Where a line of the listing below includes the word "Colonial", reproduce that line.

-*-*-

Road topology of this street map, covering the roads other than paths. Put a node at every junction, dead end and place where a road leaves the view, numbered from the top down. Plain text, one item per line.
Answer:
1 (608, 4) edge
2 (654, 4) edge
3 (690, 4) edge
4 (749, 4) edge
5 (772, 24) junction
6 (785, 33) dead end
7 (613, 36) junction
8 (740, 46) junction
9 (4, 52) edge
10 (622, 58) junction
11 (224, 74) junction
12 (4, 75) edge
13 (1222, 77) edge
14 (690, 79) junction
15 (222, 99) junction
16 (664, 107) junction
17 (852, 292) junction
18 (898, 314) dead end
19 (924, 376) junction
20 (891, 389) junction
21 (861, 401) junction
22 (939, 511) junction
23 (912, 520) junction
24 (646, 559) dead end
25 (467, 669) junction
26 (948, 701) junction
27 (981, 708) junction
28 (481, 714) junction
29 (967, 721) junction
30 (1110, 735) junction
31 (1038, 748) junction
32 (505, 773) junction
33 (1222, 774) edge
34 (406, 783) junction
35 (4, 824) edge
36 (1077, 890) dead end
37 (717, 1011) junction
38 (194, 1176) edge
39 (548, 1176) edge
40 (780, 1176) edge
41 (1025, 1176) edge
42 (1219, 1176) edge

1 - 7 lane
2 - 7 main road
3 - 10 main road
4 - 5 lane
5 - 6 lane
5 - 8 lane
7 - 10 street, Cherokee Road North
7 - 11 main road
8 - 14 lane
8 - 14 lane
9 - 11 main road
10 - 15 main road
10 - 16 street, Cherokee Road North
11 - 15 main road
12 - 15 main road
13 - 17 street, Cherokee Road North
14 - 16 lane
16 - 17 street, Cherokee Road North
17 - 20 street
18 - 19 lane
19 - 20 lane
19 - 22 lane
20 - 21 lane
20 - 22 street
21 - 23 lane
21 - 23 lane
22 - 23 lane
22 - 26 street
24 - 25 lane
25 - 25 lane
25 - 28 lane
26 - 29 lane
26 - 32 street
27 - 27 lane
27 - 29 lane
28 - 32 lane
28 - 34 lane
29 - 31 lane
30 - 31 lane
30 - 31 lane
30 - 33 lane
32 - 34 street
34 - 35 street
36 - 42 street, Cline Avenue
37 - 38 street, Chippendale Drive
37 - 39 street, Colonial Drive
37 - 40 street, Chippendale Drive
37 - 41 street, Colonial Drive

-*-*-

Written solution =>
37 - 39 street, Colonial Drive
37 - 41 street, Colonial Drive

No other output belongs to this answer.